[DRBD-user] Synced or not?

Mike Lovell mike at dev-zero.net
Thu Mar 18 02:59:40 CET 2010

Note: "permalinks" may not be as permanent as we would like,
direct links of old sources may well be a few messages off.


Cameron Smith wrote:
> Still a little fuzzy about where my data can go in relation to drbd.
>
> My lower level is:
> /dev/sda2 /data
>
> my drbd device is:
> /dev/drbd1
>
> The docs say not to access the lower level device after drbd is 
> running so where do I put my files and data?
> If it's actually on the drbd1 device how to I access that?

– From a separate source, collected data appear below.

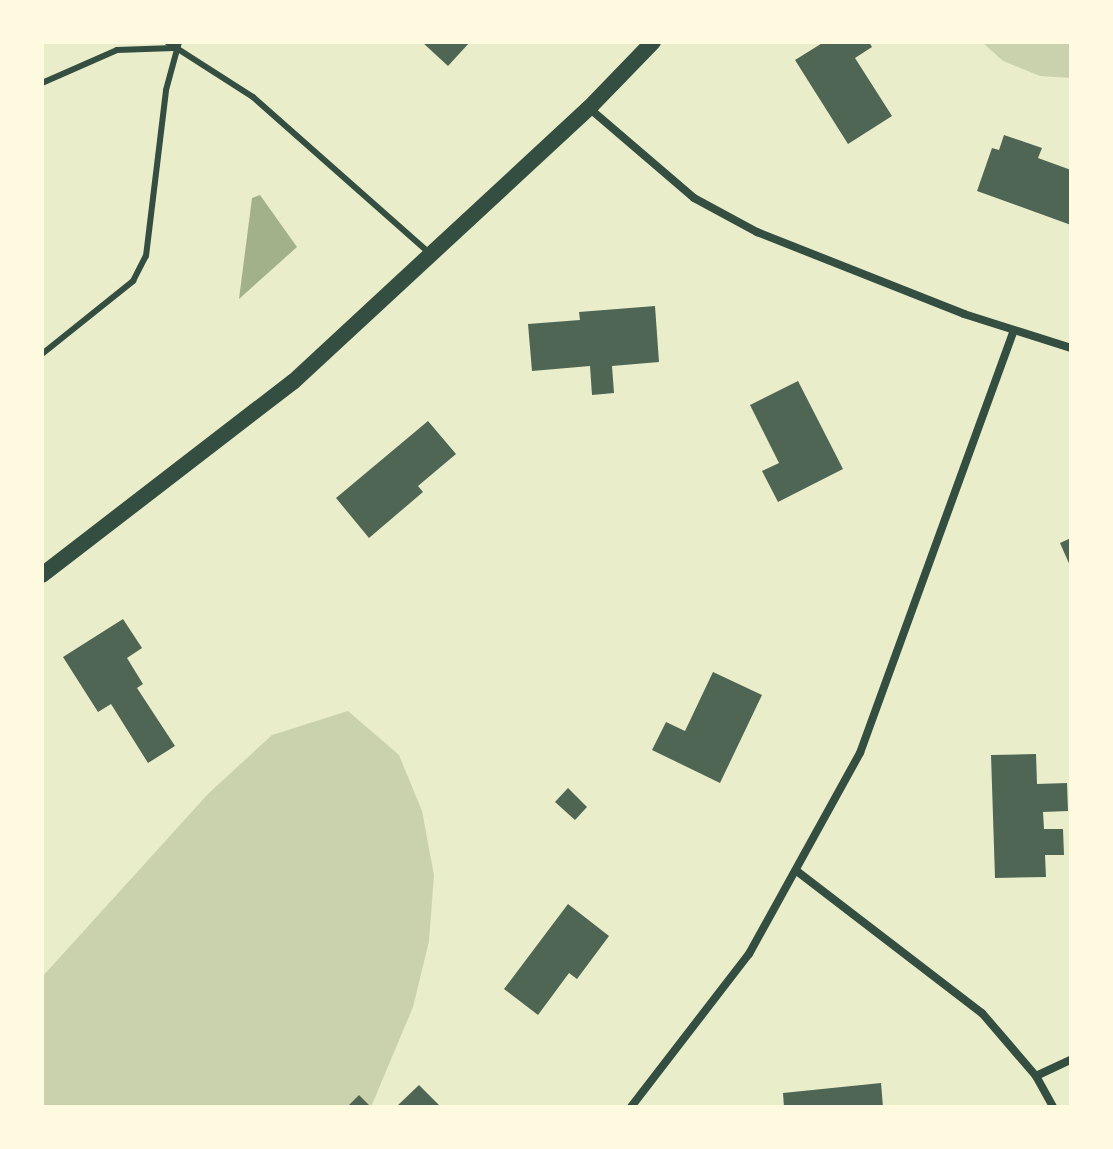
<!DOCTYPE html>
<html>
<head>
<meta charset="utf-8">
<style>
  body { margin:0 }
  #map { position:relative; width:1113px; height:1149px; overflow:hidden; background:#e9edc9; font-family:"Asap Condensed",sans-serif }
  div>[style] { position:absolute }
  .green>* { inset:0; background:#cad2ad }
  .water>* { inset:0; background:#a3b18a }
  .building>* { inset:0; background:#4f6655 }
  .service>* { height:6px; margin:-3px; padding:0 3px; transform-origin:3px; border-radius:3px; background:#344e41 }
  .minor>* { height:8px; margin:-4px; padding:0 4px; transform-origin:4px; border-radius:4px; background:#344e41 }
  .secondary>* { height:16px; margin:-8px; padding:0 8px; transform-origin:8px; border-radius:8px; background:#344e41 }
  span { translate:-50% -50%; white-space:nowrap; text-align:center; line-height:1.15; -webkit-text-stroke:8px #fefae0; paint-order:stroke }
  .frame { position:absolute; inset:0; border:44px solid #fefae0; pointer-events:none }
</style>
</head>
<body>
<div id="map">
  <div class="green">
    <i style="clip-path:polygon(982px 42px,1071px 42px,1071px 78px,1040px 76px,1003px 61px)"></i>
    <i style="clip-path:polygon(348px 711px,399px 755px,422px 811px,434px 875px,429px 941px,413px 1007px,371px 1107px,42px 1107px,42px 977px,208px 794px,272px 735px)"></i>
  </div>
  <div class="water">
    <i style="clip-path:polygon(260px 195px,297px 247px,239px 299px,252px 198px)"></i>
  </div>
  <div class="building">
    <i style="clip-path:polygon(422px 42px,470px 42px,448px 66px)"></i>
    <i style="clip-path:polygon(824px 42px,869px 42px,872px 47px,855px 58px,892px 116px,848px 144px,795px 60px)"></i>
    <i style="clip-path:polygon(1004px 135px,1042px 148px,1038px 158px,1071px 170px,1071px 225px,977px 191px,992px 148px,999px 150px)"></i>
    <i style="clip-path:polygon(655px 306px,659px 362px,612px 366px,614px 393px,592px 395px,590px 366px,532px 371px,528px 324px,580px 320px,579px 312px)"></i>
    <i style="clip-path:polygon(798px 381px,843px 469px,778px 502px,762px 471px,779px 463px,750px 405px)"></i>
    <i style="clip-path:polygon(428px 421px,456px 454px,418px 486px,423px 492px,369px 538px,336px 498px)"></i>
    <i style="clip-path:polygon(1071px 538px,1071px 568px,1060px 543px)"></i>
    <i style="clip-path:polygon(123px 619px,142px 648px,127px 658px,143px 684px,137px 688px,175px 746px,148px 763px,111px 704px,98px 712px,63px 657px)"></i>
    <i style="clip-path:polygon(713px 672px,762px 695px,720px 783px,652px 750px,666px 722px,685px 731px)"></i>
    <i style="clip-path:polygon(1036px 754px,1037px 784px,1067px 783px,1068px 811px,1043px 812px,1044px 829px,1063px 829px,1064px 855px,1045px 855px,1046px 877px,995px 878px,991px 755px)"></i>
    <i style="clip-path:polygon(568px 788px,587px 807px,575px 820px,555px 802px)"></i>
    <i style="clip-path:polygon(568px 904px,609px 936px,577px 979px,569px 973px,538px 1015px,504px 989px)"></i>
    <i style="clip-path:polygon(881px 1083px,883px 1107px,784px 1107px,783px 1093px)"></i>
    <i style="clip-path:polygon(419px 1085px,441px 1107px,396px 1107px)"></i>
    <i style="clip-path:polygon(359px 1095px,371px 1107px,347px 1107px)"></i>
  </div>
  <div class="service">
    <i style="left:167px;top:42px;width:102px;rotate:32.6deg"></i>
    <i style="left:253px;top:97px;width:234px;rotate:41.5deg"></i>
    <i style="left:42px;top:83px;width:82px;rotate:-23.7deg"></i>
    <i style="left:117px;top:50px;width:57px;rotate:-2deg"></i>
    <i style="left:42px;top:354px;width:117px;rotate:-38.7deg"></i>
    <i style="left:133px;top:281px;width:28px;rotate:-63deg"></i>
    <i style="left:146px;top:256px;width:167px;rotate:-83.1deg"></i>
    <i style="left:166px;top:90px;width:50px;rotate:-74.8deg"></i>
  </div>
  <div class="minor">
    <i style="left:589px;top:108px;width:138px;rotate:40.6deg"></i>
    <i style="left:694px;top:198px;width:72px;rotate:28.4deg"></i>
    <i style="left:757px;top:232px;width:223px;rotate:21.6deg"></i>
    <i style="left:964px;top:314px;width:112px;rotate:17.6deg"></i>
    <i style="left:798px;top:872px;width:232px;rotate:37.5deg"></i>
    <i style="left:982px;top:1013px;width:83px;rotate:49.4deg"></i>
    <i style="left:1036px;top:1076px;width:35px;rotate:61deg"></i>
    <i style="left:1036px;top:1076px;width:38px;rotate:-25deg"></i>
    <i style="left:631px;top:1107px;width:193px;rotate:-52.4deg"></i>
    <i style="left:749px;top:954px;width:230px;rotate:-61.1deg"></i>
    <i style="left:860px;top:753px;width:450px;rotate:-70deg"></i>
  </div>
  <div class="secondary">
    <i style="left:42px;top:575px;width:317px;rotate:-37.6deg"></i>
    <i style="left:293px;top:382px;width:403px;rotate:-42.8deg"></i>
    <i style="left:589px;top:108px;width:92px;rotate:-45.9deg"></i>
  </div>
  <div class="frame"></div>
</div>
</body>
</html>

I cannot 
> mount it like a partition using mount.
>
> My config still looks like:
>
> global {
>   usage-count yes;
> }
> common {
>   protocol C;
> }
> resource r0 {
>   on clst01.example.net <http://clst01.example.net/> {
>     device    /dev/drbd1;
>     disk      /dev/sda2;
>     address   10.233.2.71:7789 <http://10.233.2.71:7789/>;
>     meta-disk /dev/sda6[0];
>   }
>   on clst02.example.net <http://clst02.example.net/> {
>     device    /dev/drbd1;
>     disk      /dev/sda2;
>     address   10.233.2.72:7789 <http://10.233.2.72:7789/>;
>     meta-disk /dev/sda6[0];
>   }
> }
>
>
drbd only allows nodes that are "primary" for a resource to access, and 
mount, the block device presented by drbd (in your case, /dev/drbd1). in 
the default "primary/secondary" mode, there is only one primary which 
can access the device then mount it. to use the device on the secondary, 
you must promote it the the primary (which will also demote the current 
primary) and then mount the filesystem. this can be handled by linux-ha 
or pacemaker automatically for you. you can't mount it on both servers 
at once. and mounting the underlying block device on the secondary can 
cause data corruption since you essentially have a block device mounted 
twice.

you can get around this by using "primary/primary" mode but will require 
significant changes to your system. you will have to use a clustered 
filesystem, such as GFS or OCFS, for your /data/ mount point. this 
introduces its own can of worms but is possible.

drbd does not magically make it so that any filesystem can magically 
become clustered and redundant and it wont be able to since it has no 
concept of a filesystem. from a high level, it just replicates writes 
between block devices on two servers.

hope that helps clarify things a little more for you.